When you write out the listing, keep every word as it stands and drop the pictures.

*GIVEN RECORDS*:
****************

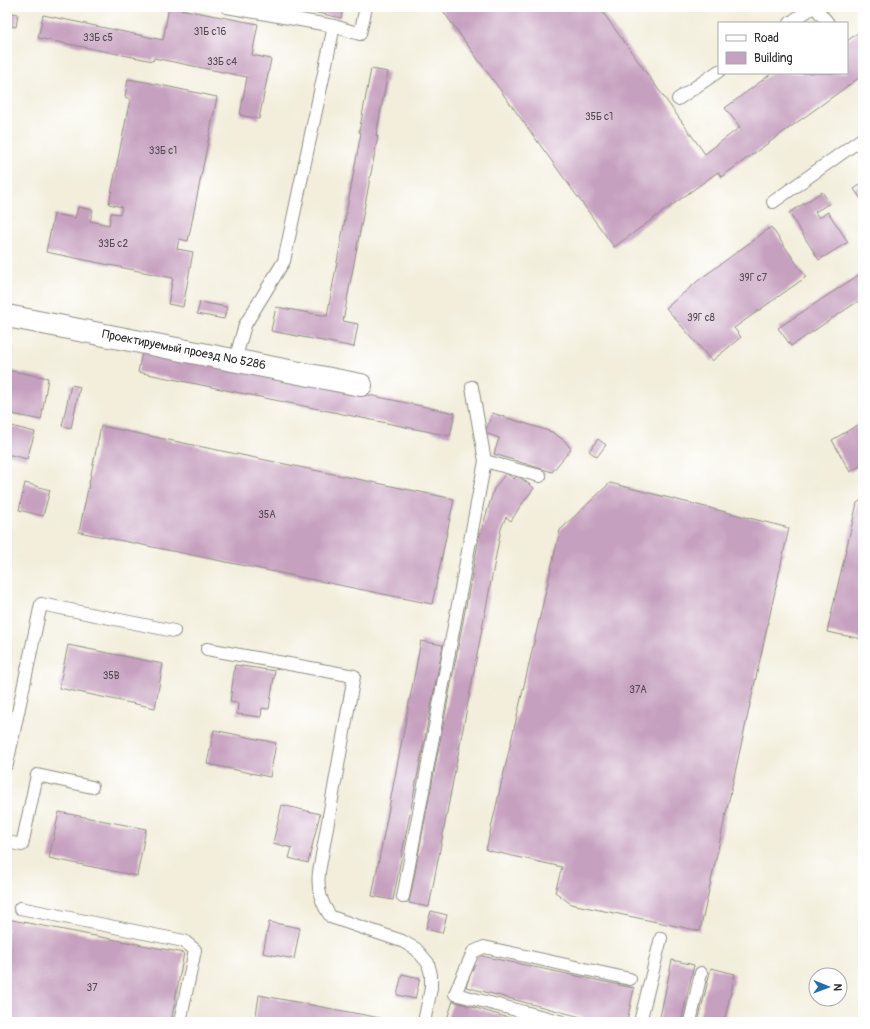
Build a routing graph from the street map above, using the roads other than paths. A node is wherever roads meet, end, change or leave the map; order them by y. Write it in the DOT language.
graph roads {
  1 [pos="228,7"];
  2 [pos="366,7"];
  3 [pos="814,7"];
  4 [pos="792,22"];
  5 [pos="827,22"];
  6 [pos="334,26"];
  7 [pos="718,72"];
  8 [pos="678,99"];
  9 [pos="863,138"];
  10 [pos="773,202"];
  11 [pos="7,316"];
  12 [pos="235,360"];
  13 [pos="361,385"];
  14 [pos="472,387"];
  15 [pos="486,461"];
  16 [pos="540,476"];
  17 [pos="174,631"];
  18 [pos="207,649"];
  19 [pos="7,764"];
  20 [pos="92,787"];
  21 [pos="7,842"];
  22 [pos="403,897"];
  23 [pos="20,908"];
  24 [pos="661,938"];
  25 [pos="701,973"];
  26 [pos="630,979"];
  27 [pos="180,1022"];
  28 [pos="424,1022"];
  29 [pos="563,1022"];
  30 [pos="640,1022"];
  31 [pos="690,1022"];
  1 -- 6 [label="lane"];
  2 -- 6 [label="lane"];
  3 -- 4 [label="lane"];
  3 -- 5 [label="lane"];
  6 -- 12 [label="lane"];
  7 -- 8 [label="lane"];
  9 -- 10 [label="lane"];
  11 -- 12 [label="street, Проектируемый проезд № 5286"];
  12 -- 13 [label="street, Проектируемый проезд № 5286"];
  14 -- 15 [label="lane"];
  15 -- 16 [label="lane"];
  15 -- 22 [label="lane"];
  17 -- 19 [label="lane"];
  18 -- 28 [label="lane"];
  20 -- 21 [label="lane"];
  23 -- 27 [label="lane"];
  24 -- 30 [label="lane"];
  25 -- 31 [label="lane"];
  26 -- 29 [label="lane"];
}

****************

*RESULT OF THE EXERCISE*:
Build a routing graph from the street map above, using the roads other than paths. A node is wherever roads meet, end, change or leave the map; order them by y. Write it in the DOT language.
graph roads {
  1 [pos="228,7"];
  2 [pos="366,7"];
  3 [pos="814,7"];
  4 [pos="792,22"];
  5 [pos="827,22"];
  6 [pos="334,26"];
  7 [pos="718,72"];
  8 [pos="678,99"];
  9 [pos="863,138"];
  10 [pos="773,202"];
  11 [pos="7,316"];
  12 [pos="235,360"];
  13 [pos="361,385"];
  14 [pos="472,387"];
  15 [pos="486,461"];
  16 [pos="540,476"];
  17 [pos="174,631"];
  18 [pos="207,649"];
  19 [pos="7,764"];
  20 [pos="92,787"];
  21 [pos="7,842"];
  22 [pos="403,897"];
  23 [pos="20,908"];
  24 [pos="661,938"];
  25 [pos="701,973"];
  26 [pos="630,979"];
  27 [pos="180,1022"];
  28 [pos="424,1022"];
  29 [pos="563,1022"];
  30 [pos="640,1022"];
  31 [pos="690,1022"];
  1 -- 6 [label="lane"];
  2 -- 6 [label="lane"];
  3 -- 4 [label="lane"];
  3 -- 5 [label="lane"];
  6 -- 12 [label="lane"];
  7 -- 8 [label="lane"];
  9 -- 10 [label="lane"];
  11 -- 12 [label="street, Проектируемый проезд № 5286"];
  12 -- 13 [label="street, Проектируемый проезд № 5286"];
  14 -- 15 [label="lane"];
  15 -- 16 [label="lane"];
  15 -- 22 [label="lane"];
  17 -- 19 [label="lane"];
  18 -- 28 [label="lane"];
  20 -- 21 [label="lane"];
  23 -- 27 [label="lane"];
  24 -- 30 [label="lane"];
  25 -- 31 [label="lane"];
  26 -- 29 [label="lane"];
}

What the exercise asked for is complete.